>>
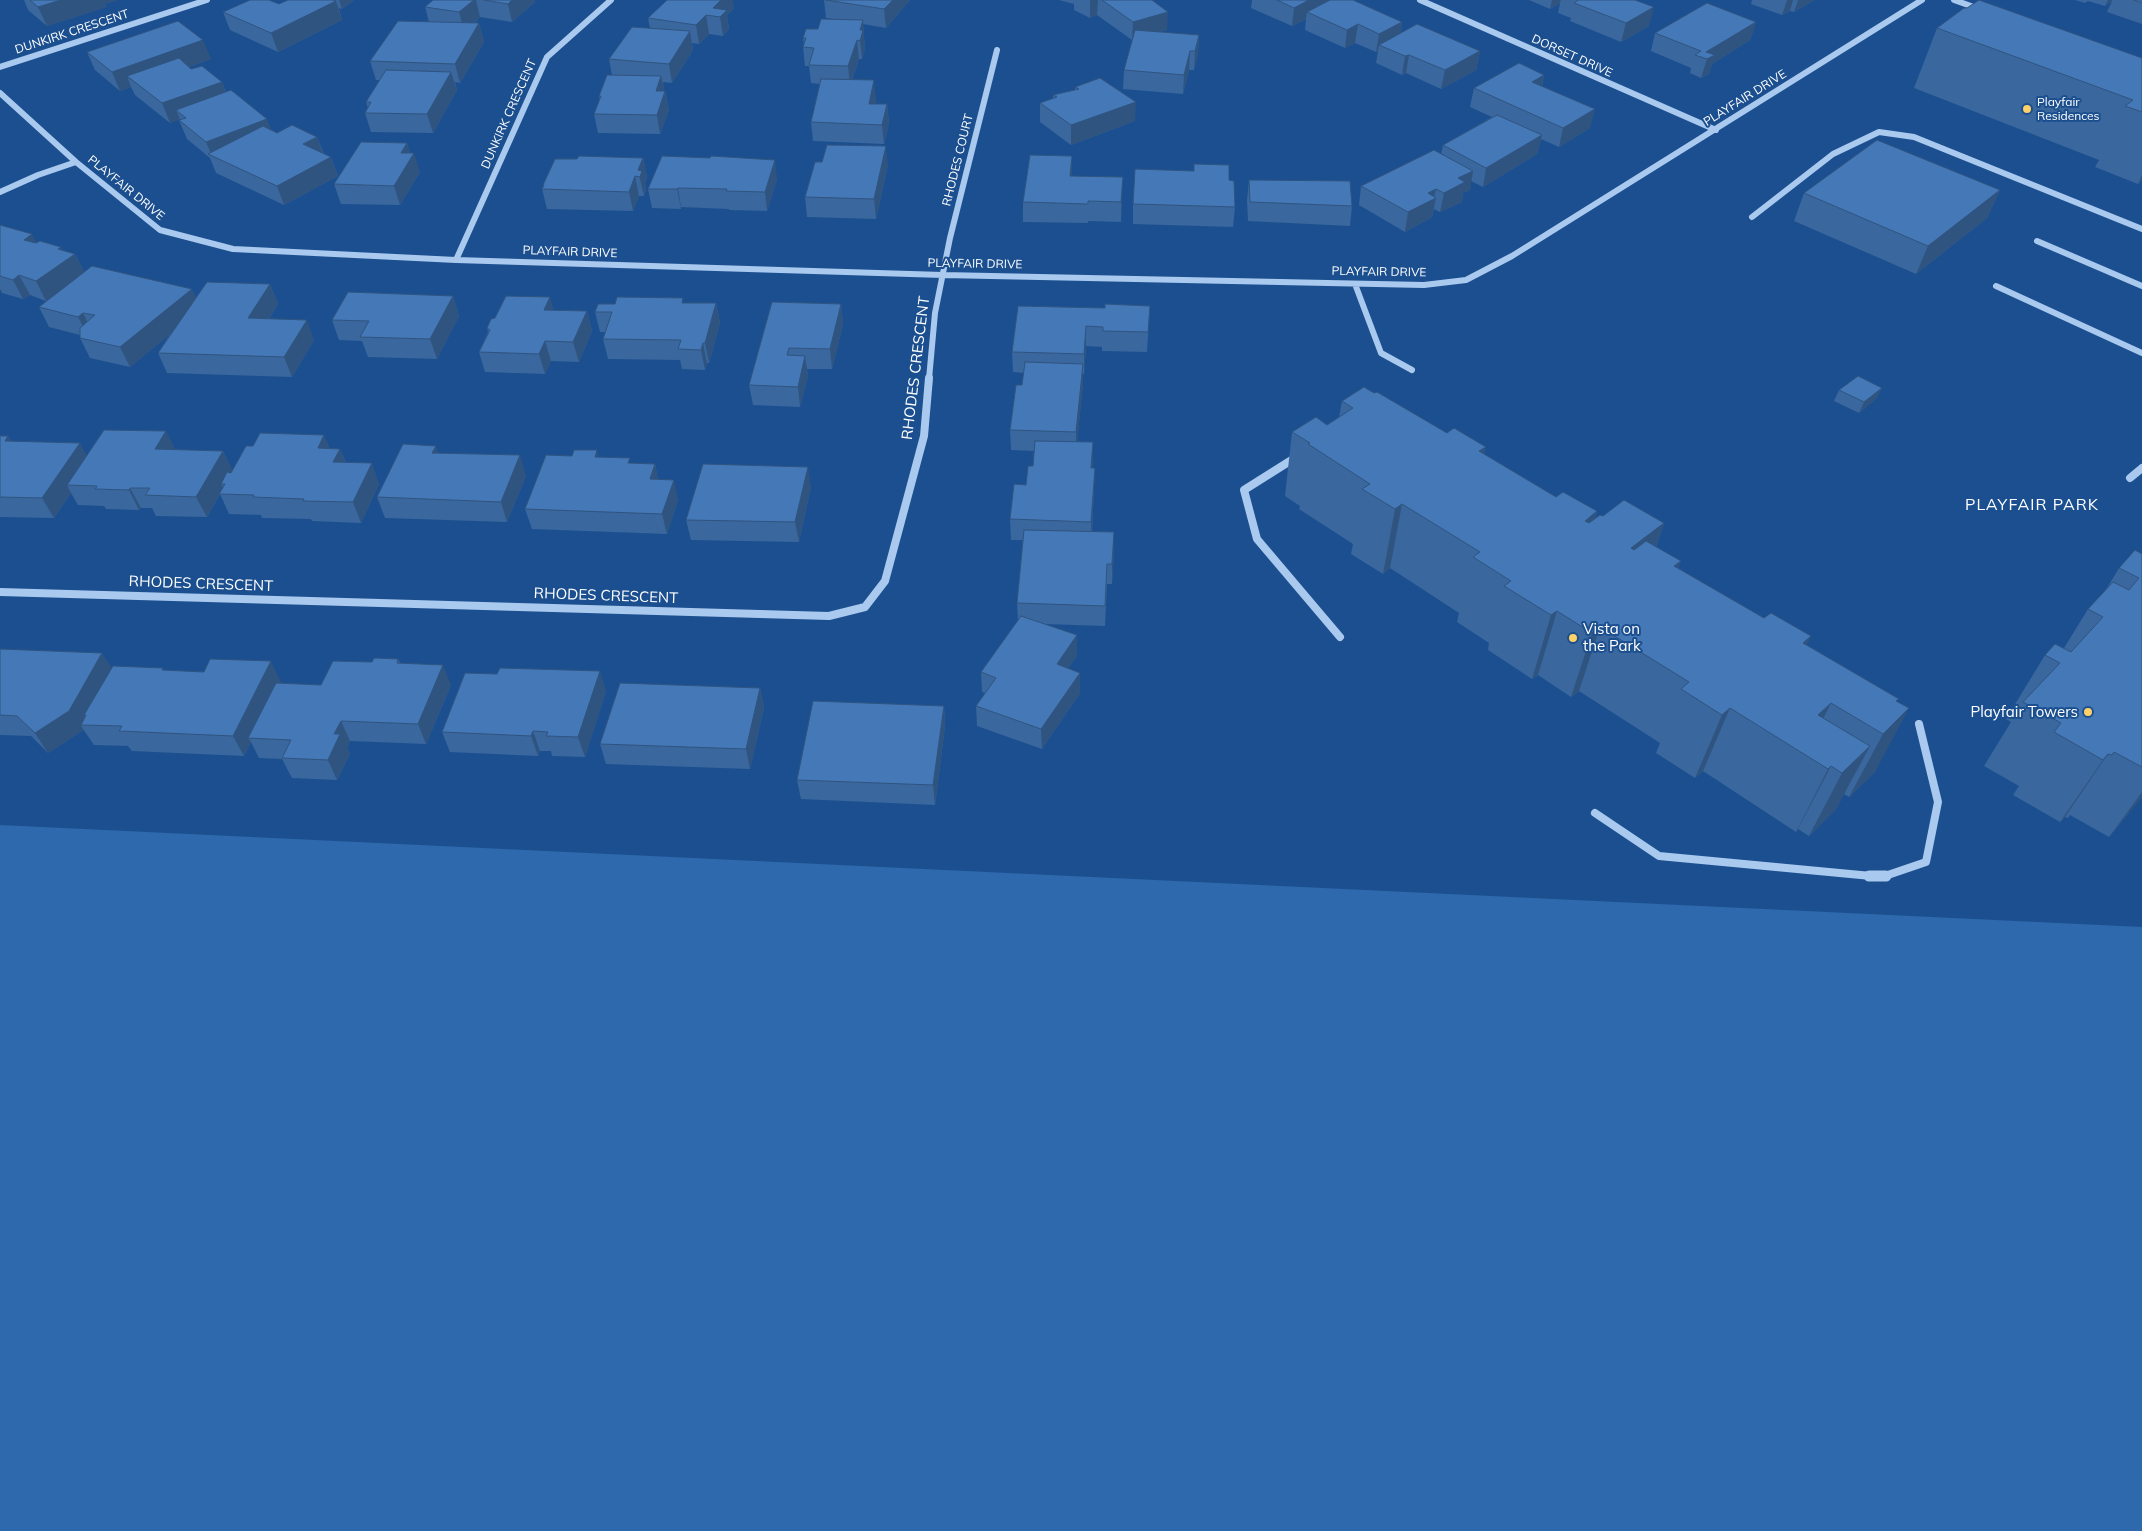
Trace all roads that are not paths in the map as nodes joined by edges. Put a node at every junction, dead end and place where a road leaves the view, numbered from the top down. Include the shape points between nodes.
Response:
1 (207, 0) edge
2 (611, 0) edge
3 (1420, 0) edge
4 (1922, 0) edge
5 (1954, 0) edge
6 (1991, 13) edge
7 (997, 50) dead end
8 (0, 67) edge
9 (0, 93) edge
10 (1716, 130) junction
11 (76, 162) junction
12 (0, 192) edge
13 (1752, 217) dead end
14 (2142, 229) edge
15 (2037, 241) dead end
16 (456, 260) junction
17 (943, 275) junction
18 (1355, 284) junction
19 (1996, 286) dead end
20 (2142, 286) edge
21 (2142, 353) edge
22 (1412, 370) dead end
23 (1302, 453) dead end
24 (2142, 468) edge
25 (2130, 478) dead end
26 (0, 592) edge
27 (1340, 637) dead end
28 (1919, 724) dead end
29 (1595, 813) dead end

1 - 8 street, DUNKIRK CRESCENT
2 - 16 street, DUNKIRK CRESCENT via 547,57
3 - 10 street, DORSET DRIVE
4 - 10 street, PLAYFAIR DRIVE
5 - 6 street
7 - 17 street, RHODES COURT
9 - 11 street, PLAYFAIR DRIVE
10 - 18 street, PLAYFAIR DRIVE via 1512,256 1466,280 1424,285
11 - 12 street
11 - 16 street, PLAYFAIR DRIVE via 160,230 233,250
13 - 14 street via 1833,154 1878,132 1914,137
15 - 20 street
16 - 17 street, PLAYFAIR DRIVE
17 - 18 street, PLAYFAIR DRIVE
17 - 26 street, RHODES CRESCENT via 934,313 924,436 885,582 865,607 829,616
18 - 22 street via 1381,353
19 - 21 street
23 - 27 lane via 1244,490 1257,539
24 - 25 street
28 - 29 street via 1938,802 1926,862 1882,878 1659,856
<<
• Task
Please restate the data word for word, leaving out any picture it holds.

• Exercise answer
Trace all roads that are not paths in the map as nodes joined by edges. Put a node at every junction, dead end and place where a road leaves the view, numbered from the top down. Include the shape points between nodes.
Response:
1 (207, 0) edge
2 (611, 0) edge
3 (1420, 0) edge
4 (1922, 0) edge
5 (1954, 0) edge
6 (1991, 13) edge
7 (997, 50) dead end
8 (0, 67) edge
9 (0, 93) edge
10 (1716, 130) junction
11 (76, 162) junction
12 (0, 192) edge
13 (1752, 217) dead end
14 (2142, 229) edge
15 (2037, 241) dead end
16 (456, 260) junction
17 (943, 275) junction
18 (1355, 284) junction
19 (1996, 286) dead end
20 (2142, 286) edge
21 (2142, 353) edge
22 (1412, 370) dead end
23 (1302, 453) dead end
24 (2142, 468) edge
25 (2130, 478) dead end
26 (0, 592) edge
27 (1340, 637) dead end
28 (1919, 724) dead end
29 (1595, 813) dead end

1 - 8 street, DUNKIRK CRESCENT
2 - 16 street, DUNKIRK CRESCENT via 547,57
3 - 10 street, DORSET DRIVE
4 - 10 street, PLAYFAIR DRIVE
5 - 6 street
7 - 17 street, RHODES COURT
9 - 11 street, PLAYFAIR DRIVE
10 - 18 street, PLAYFAIR DRIVE via 1512,256 1466,280 1424,285
11 - 12 street
11 - 16 street, PLAYFAIR DRIVE via 160,230 233,250
13 - 14 street via 1833,154 1878,132 1914,137
15 - 20 street
16 - 17 street, PLAYFAIR DRIVE
17 - 18 street, PLAYFAIR DRIVE
17 - 26 street, RHODES CRESCENT via 934,313 924,436 885,582 865,607 829,616
18 - 22 street via 1381,353
19 - 21 street
23 - 27 lane via 1244,490 1257,539
24 - 25 street
28 - 29 street via 1938,802 1926,862 1882,878 1659,856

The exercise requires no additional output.